Chapter 6. Library Dependencies

All applications beyond the very simple will have a requirement to use outside libraries or dependencies. Examples of dependencies might be libraries for database connectivity, turning images to text (object character recognition or OCR), calculating statistics, or web templating. In this chapter we will show you how to use libraries in your OpenShift applications. We will add the database drivers to our Insult App and then use it to access the insults stored in the database.

Where to Declare Dependencies

All modern programming languages have a “build” process; OpenShift takes advantage of this to build your application dependencies. At the time of this writing we are using the processes listed in Table 6-1 to pull in dependencies for external libraries.
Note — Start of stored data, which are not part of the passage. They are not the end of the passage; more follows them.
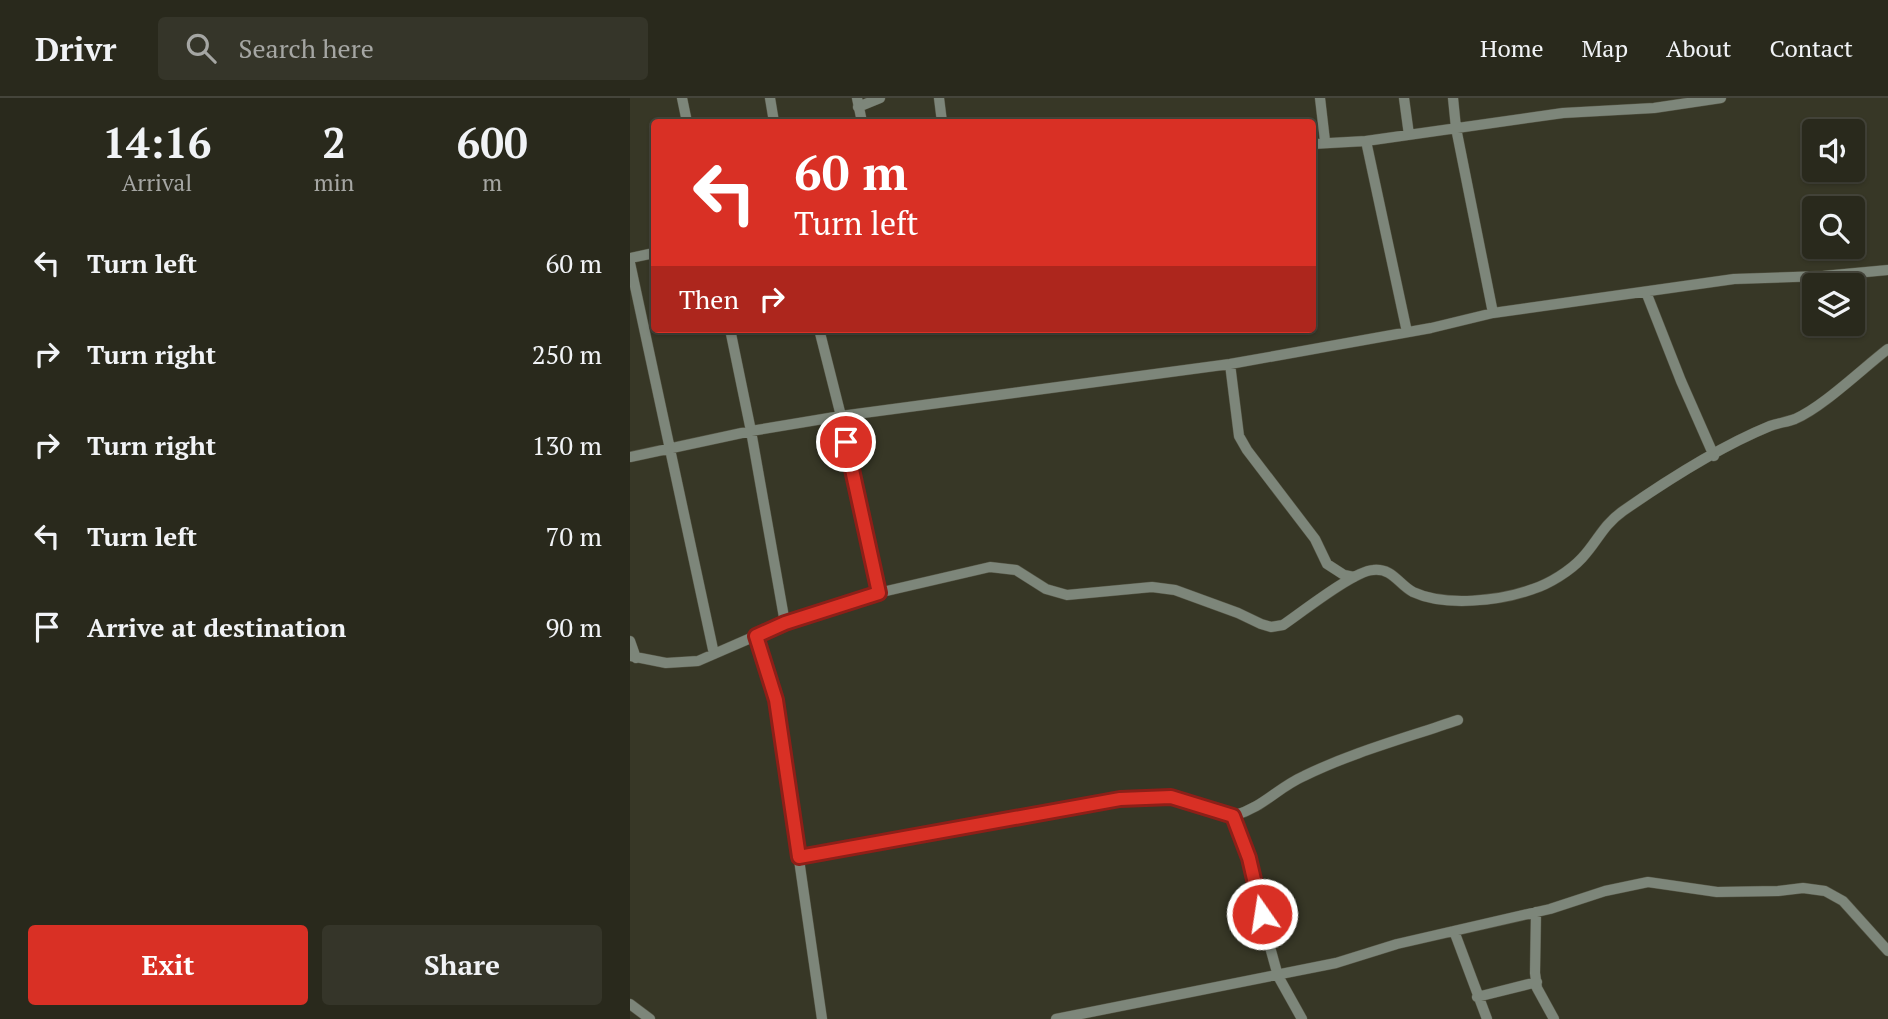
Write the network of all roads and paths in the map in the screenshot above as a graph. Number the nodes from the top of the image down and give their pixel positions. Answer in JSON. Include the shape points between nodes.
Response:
{"nodes":[{"id":1,"x":682,"y":98,"type":"edge"},
{"id":2,"x":770,"y":98,"type":"edge"},
{"id":3,"x":880,"y":98,"type":"edge"},
{"id":4,"x":939,"y":98,"type":"edge"},
{"id":5,"x":1320,"y":98,"type":"edge"},
{"id":6,"x":1404,"y":98,"type":"edge"},
{"id":7,"x":1453,"y":98,"type":"edge"},
{"id":8,"x":1721,"y":98,"type":"edge"},
{"id":9,"x":858,"y":102,"type":"edge"},
{"id":10,"x":686,"y":119,"type":"edge"},
{"id":11,"x":774,"y":119,"type":"edge"},
{"id":12,"x":942,"y":119,"type":"edge"},
{"id":13,"x":1456,"y":128,"type":"junction"},
{"id":14,"x":1409,"y":135,"type":"junction"},
{"id":15,"x":1366,"y":141,"type":"junction"},
{"id":16,"x":1325,"y":142,"type":"junction"},
{"id":17,"x":1316,"y":143,"type":"edge"},
{"id":18,"x":651,"y":254,"type":"edge"},
{"id":19,"x":630,"y":258,"type":"edge"},
{"id":20,"x":630,"y":263,"type":"edge"},
{"id":21,"x":1888,"y":270,"type":"edge"},
{"id":22,"x":1646,"y":292,"type":"junction"},
{"id":23,"x":1493,"y":313,"type":"junction"},
{"id":24,"x":1407,"y":332,"type":"junction"},
{"id":25,"x":731,"y":333,"type":"edge"},
{"id":26,"x":820,"y":333,"type":"edge"},
{"id":27,"x":1888,"y":349,"type":"edge"},
{"id":28,"x":1230,"y":364,"type":"junction"},
{"id":29,"x":841,"y":416,"type":"junction"},
{"id":30,"x":751,"y":431,"type":"junction"},
{"id":31,"x":671,"y":448,"type":"junction"},
{"id":32,"x":1714,"y":456,"type":"junction"},
{"id":33,"x":630,"y":457,"type":"edge"},
{"id":34,"x":1354,"y":577,"type":"junction"},
{"id":35,"x":879,"y":593,"type":"junction"},
{"id":36,"x":785,"y":623,"type":"junction"},
{"id":37,"x":756,"y":636,"type":"junction"},
{"id":38,"x":630,"y":641,"type":"edge"},
{"id":39,"x":714,"y":654,"type":"junction"},
{"id":40,"x":633,"y":657,"type":"edge"},
{"id":41,"x":1458,"y":720,"type":"dead end"},
{"id":42,"x":1233,"y":816,"type":"junction"},
{"id":43,"x":799,"y":857,"type":"junction"},
{"id":44,"x":1536,"y":912,"type":"junction"},
{"id":45,"x":1454,"y":931,"type":"junction"},
{"id":46,"x":1888,"y":951,"type":"edge"},
{"id":47,"x":1278,"y":976,"type":"junction"},
{"id":48,"x":1537,"y":982,"type":"junction"},
{"id":49,"x":1477,"y":997,"type":"junction"},
{"id":50,"x":630,"y":1004,"type":"edge"},
{"id":51,"x":650,"y":1019,"type":"edge"},
{"id":52,"x":822,"y":1019,"type":"edge"},
{"id":53,"x":1056,"y":1019,"type":"edge"},
{"id":54,"x":1302,"y":1019,"type":"edge"},
{"id":55,"x":1487,"y":1019,"type":"edge"},
{"id":56,"x":1554,"y":1019,"type":"edge"}],
"edges":[{"from":1,"to":10,"type":"street"},
{"from":2,"to":11,"type":"street"},
{"from":3,"to":9,"type":"street"},
{"from":4,"to":12,"type":"street"},
{"from":5,"to":16,"type":"street"},
{"from":6,"to":14,"type":"street"},
{"from":7,"to":13,"type":"street"},
{"from":8,"to":13,"type":"street"},
{"from":13,"to":14,"type":"street"},
{"from":13,"to":23,"type":"street"},
{"from":14,"to":15,"type":"street"},
{"from":15,"to":16,"type":"street"},
{"from":15,"to":24,"type":"street"},
{"from":16,"to":17,"type":"street"},
{"from":18,"to":19,"type":"street"},
{"from":20,"to":31,"type":"street"},
{"from":21,"to":22,"type":"street","via":[[1734,279]]},
{"from":22,"to":23,"type":"street"},
{"from":22,"to":32,"type":"street"},
{"from":23,"to":24,"type":"street"},
{"from":24,"to":28,"type":"street"},
{"from":25,"to":30,"type":"street"},
{"from":26,"to":29,"type":"street"},
{"from":27,"to":32,"type":"street","via":[[1796,419],[1770,426]]},
{"from":28,"to":29,"type":"street"},
{"from":28,"to":34,"type":"street","via":[[1239,436],[1247,450],[1315,539],[1327,564]]},
{"from":29,"to":30,"type":"street"},
{"from":29,"to":35,"type":"street"},
{"from":30,"to":31,"type":"street"},
{"from":30,"to":36,"type":"street"},
{"from":31,"to":33,"type":"street"},
{"from":31,"to":39,"type":"street"},
{"from":32,"to":34,"type":"street","via":[[1608,522],[1581,559],[1533,589],[1456,603],[1413,592],[1388,571],[1373,570]]},
{"from":34,"to":35,"type":"street","via":[[1283,625],[1271,627],[1175,590],[1152,587],[1067,595],[1046,589],[1016,570],[990,567]]},
{"from":35,"to":36,"type":"street"},
{"from":36,"to":37,"type":"street"},
{"from":37,"to":39,"type":"street"},
{"from":37,"to":43,"type":"street","via":[[776,700]]},
{"from":38,"to":40,"type":"street"},
{"from":39,"to":40,"type":"street","via":[[698,661],[666,663]]},
{"from":41,"to":42,"type":"street","via":[[1337,760],[1300,777],[1252,811]]},
{"from":42,"to":43,"type":"street","via":[[1171,797],[1120,799]]},
{"from":42,"to":47,"type":"street","via":[[1249,858]]},
{"from":43,"to":52,"type":"street"},
{"from":44,"to":45,"type":"street"},
{"from":44,"to":46,"type":"street","via":[[1648,882],[1717,892],[1803,888],[1825,891],[1843,901]]},
{"from":44,"to":48,"type":"street"},
{"from":45,"to":47,"type":"street"},
{"from":45,"to":49,"type":"street"},
{"from":47,"to":53,"type":"street"},
{"from":47,"to":54,"type":"street"},
{"from":48,"to":49,"type":"street"},
{"from":48,"to":56,"type":"street"},
{"from":49,"to":55,"type":"street"},
{"from":50,"to":51,"type":"street"}]}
Table 6-1. Dependency mechanisms used by OpenShift, by language
LanguageDependency mechanism

Java

Maven

Python

Pip

Ruby

Gem

Node.js (JavaScript)

NPM

PHP

Pear

Perl

CPAN

We have tried to make the process as close to development on your local machine as possible. So, for example, with Python if you wanted to download the “default” PostgreSQL drivers (psycopg2) to your local machine you would use Pip:

$ pip install psycopg2

This would install the Psycopg2 drivers to a location where Python can see them on your local machine. The way to reproduce this functionality on OpenShift is to include the dependency in the appropriate “application metadata” file. When you include your dependencies in this file, OpenShift will notice the dependencies during the build process and then download the files and put them where your language runtime can see them. Table 6-2 presents a listing of all the files for a variety of languages.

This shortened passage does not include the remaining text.